The Wardrobe Mistress - Patrick McGrath
If that character is always present in his works, McGrath has worked a little outside his comfort zone in the US historical drama Martha Peake, in the exoticism of Port Mungo and – perhaps most successfully – in Ghost Town, his collection of three stories in different time period in a Manhattan setting. The Wardrobe Mistress extends McGrath’s range and setting but is still recognisably within the same over-heated gothic melodrama tending towards madness that characterises much of the author’s work. In his latest work, McGrath finds a suitable setting for ghosts, dark secrets, erotic passions and the breaking of fragile minds within in the post-war London theatrical world.
It’s January 1947, and it’s a dark, cold, steel grey winter for Joan Grice, the wardrobe mistress at a theatre just off Piccadilly in the West End of London. Her husband Charlie Grice, a well-known and much loved stage actor, has just died, and Joan is distraught. She has some questions and doubts around the nature of the accident that has killed him, but there is nothing she can put a finger on. His last role as Malvolio in Shakespeare’s Twelfth Night is taken over by Frank Stone, and Joan is surprised at how the actor perfectly steps into the shoes of Gricey and assumes his mannerisms. Intrigued, Joan strikes up a friendship with Frank, giving the impoverished actor a couple of her husband’s old suits that he badly needs, and soon the relationship develops into something more.
That’s something that Joan doesn’t want her daughter Vera discovering, concerned about how she would respond to Gricey’s understudy also taking his place in her parents’ bed. Vera, also a famous stage actress, has more than enough drama in her own life as it is. Vera is particularly fraught as she prepared for the challenging role of the lead in Webster’s The Duchess of Malfi, and she has begun to have suspicions about the behaviour of her husband Julius and the woman who lives with them Grisl, who he claims is his sister who fled from persecution in Nazi Germany. Julius and Grisl do have a secret, but it’s not what Vera thinks.

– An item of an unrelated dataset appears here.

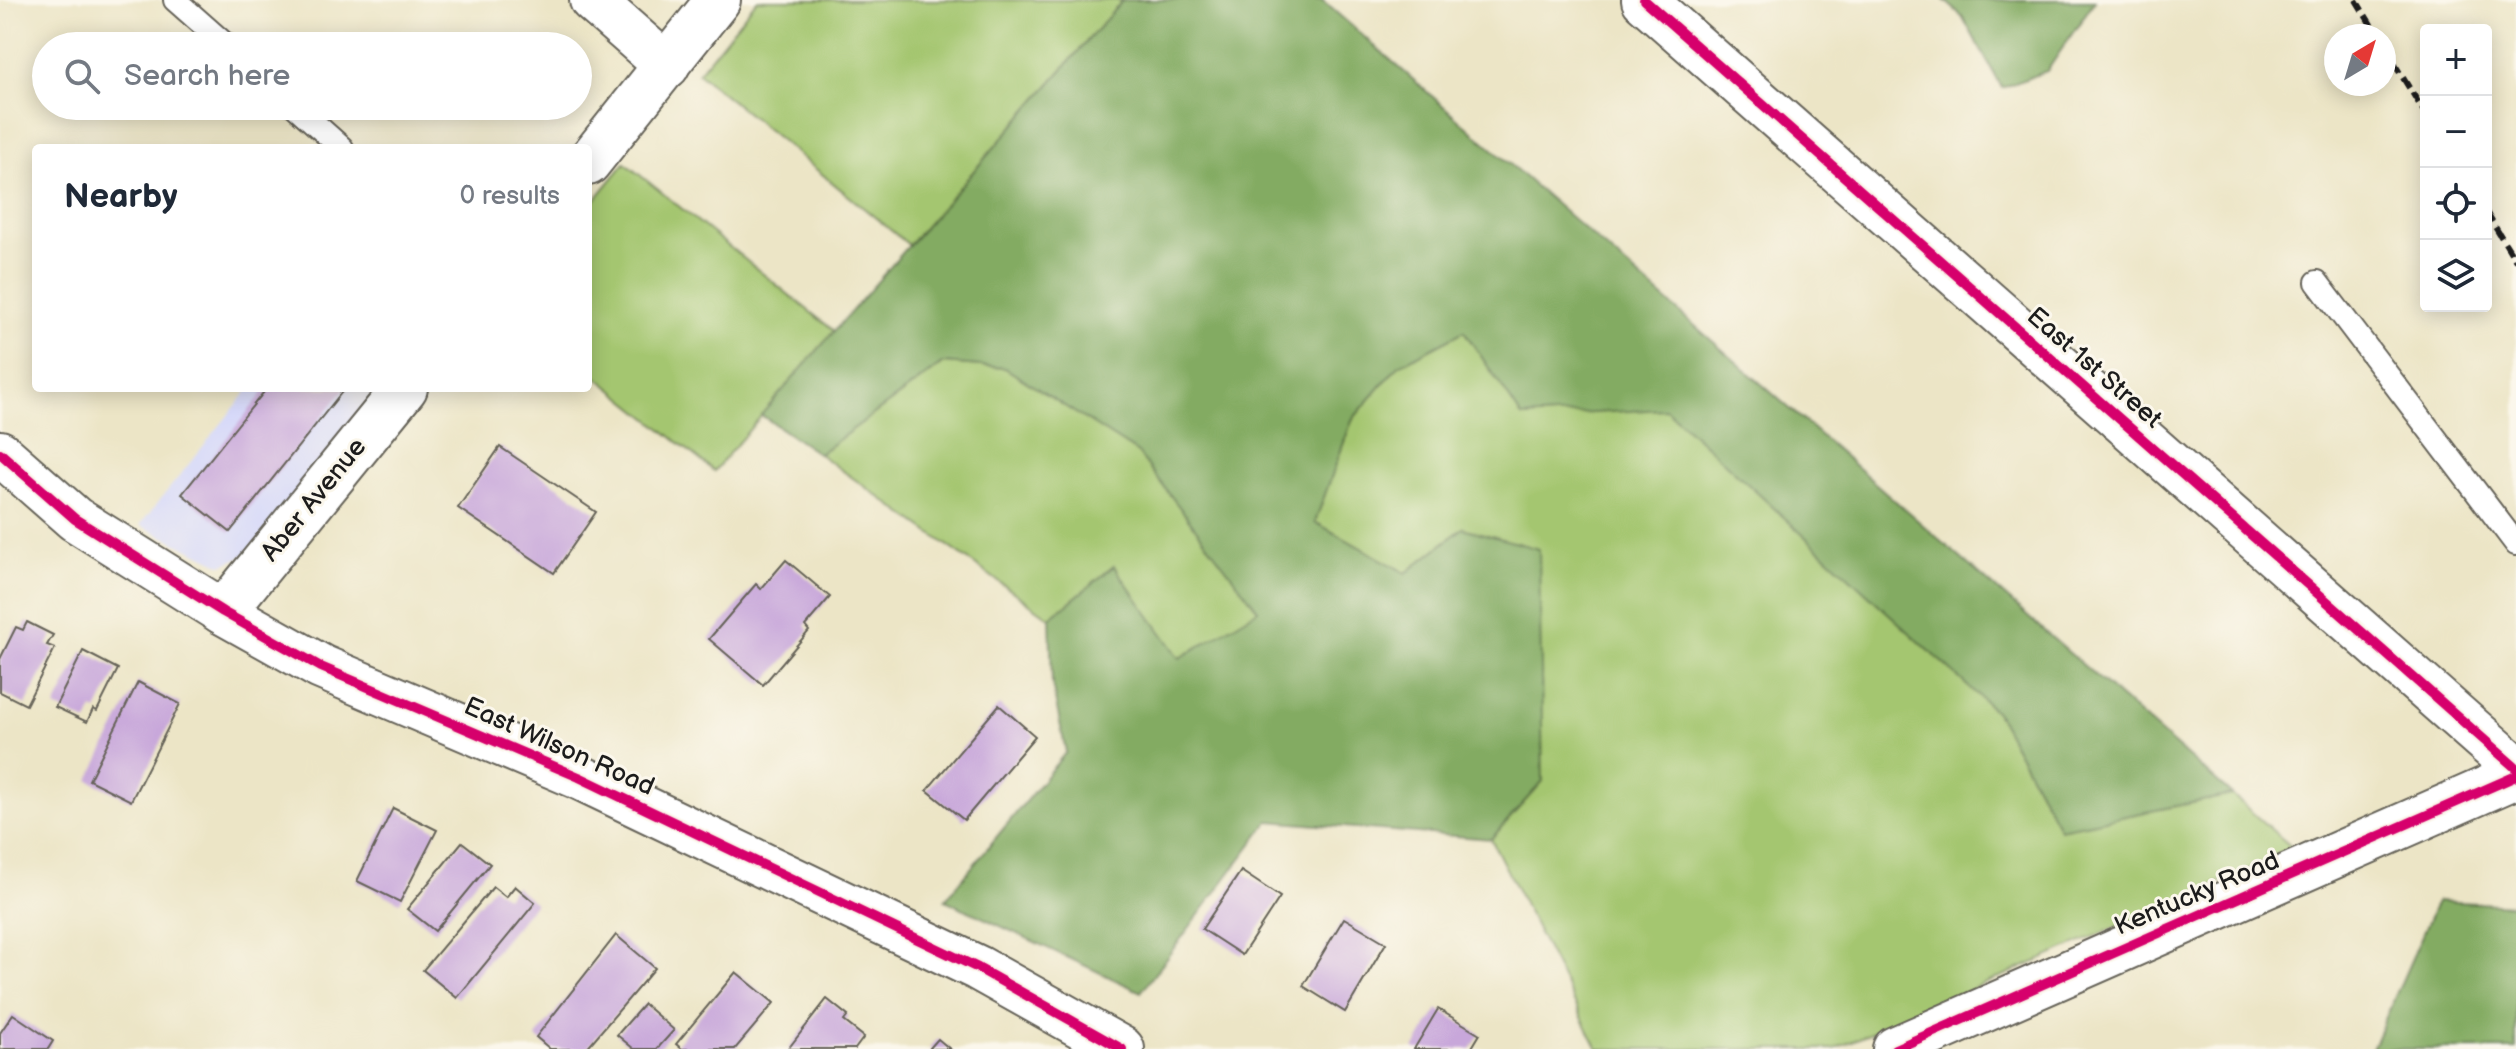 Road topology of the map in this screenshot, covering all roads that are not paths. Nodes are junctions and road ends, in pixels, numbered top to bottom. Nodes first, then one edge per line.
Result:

It transpires that Gricey also kept a dark secret from his wife and daughter, and the accidental discovery of the true hidden nature of her husband shocks Joan to the core. In fact, it starts to push her towards the edge, the wardrobe mistress starting to hear Gricey’s voice emanating from the wardrobe of their Mile End home in the East End of London. Not long in the grave, it undoubtedly doesn’t help matters that Gricey’s suits are inhabited by his successor Frank Stone, and that his considerable presence hasn’t been entirely laid to rest. There’s a dark pathology in Joan’s actions, and the shock of her discovery risks spilling over into something much more dangerous as Frank takes up a role in The Duchess of Malfi opposite Vera.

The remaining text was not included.